* SUPPLIED INFORMATION:
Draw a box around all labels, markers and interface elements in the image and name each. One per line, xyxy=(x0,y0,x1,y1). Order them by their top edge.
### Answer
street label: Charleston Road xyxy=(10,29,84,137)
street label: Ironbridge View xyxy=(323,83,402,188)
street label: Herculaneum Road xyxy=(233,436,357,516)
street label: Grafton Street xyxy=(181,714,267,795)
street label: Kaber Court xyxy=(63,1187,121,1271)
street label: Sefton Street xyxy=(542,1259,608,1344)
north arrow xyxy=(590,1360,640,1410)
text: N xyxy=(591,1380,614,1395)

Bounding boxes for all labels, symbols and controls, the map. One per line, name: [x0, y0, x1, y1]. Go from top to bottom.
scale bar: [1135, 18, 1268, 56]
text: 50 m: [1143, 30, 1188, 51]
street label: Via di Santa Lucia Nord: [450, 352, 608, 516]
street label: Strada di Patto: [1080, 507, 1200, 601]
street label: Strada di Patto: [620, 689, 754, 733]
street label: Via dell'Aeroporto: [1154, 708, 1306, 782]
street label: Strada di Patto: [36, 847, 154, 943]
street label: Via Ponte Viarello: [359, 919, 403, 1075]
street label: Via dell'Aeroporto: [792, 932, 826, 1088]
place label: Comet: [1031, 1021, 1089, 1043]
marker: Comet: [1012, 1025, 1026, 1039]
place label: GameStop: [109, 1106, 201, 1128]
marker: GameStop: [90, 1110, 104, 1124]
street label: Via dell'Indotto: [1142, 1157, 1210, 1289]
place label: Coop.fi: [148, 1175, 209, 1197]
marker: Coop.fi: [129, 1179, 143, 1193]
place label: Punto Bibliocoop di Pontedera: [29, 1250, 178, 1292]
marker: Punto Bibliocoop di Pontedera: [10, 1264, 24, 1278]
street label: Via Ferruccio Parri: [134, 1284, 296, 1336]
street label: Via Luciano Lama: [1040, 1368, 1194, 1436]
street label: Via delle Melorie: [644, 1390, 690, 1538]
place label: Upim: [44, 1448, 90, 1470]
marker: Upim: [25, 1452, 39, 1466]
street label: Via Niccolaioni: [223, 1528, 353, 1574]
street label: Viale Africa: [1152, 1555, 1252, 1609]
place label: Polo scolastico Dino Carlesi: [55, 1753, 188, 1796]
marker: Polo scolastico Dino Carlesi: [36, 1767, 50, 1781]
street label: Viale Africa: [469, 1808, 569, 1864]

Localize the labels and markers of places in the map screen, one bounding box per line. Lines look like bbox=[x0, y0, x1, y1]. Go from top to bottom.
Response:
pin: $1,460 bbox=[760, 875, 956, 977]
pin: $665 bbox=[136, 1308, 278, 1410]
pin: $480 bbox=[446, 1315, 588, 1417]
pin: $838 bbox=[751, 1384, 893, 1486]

* EXERCISE OBJECTIVE:
If a line in the records contains the word "markers", copy it.

* ANSWER FOR THIS EXERCISE:
Draw a box around all labels, markers and interface elements in the image and name each. One per line, xyxy=(x0,y0,x1,y1). Order them by their top edge.
Localize the labels and markers of places in the map screen, one bounding box per line. Lines look like bbox=[x0, y0, x1, y1]. Go from top to bottom.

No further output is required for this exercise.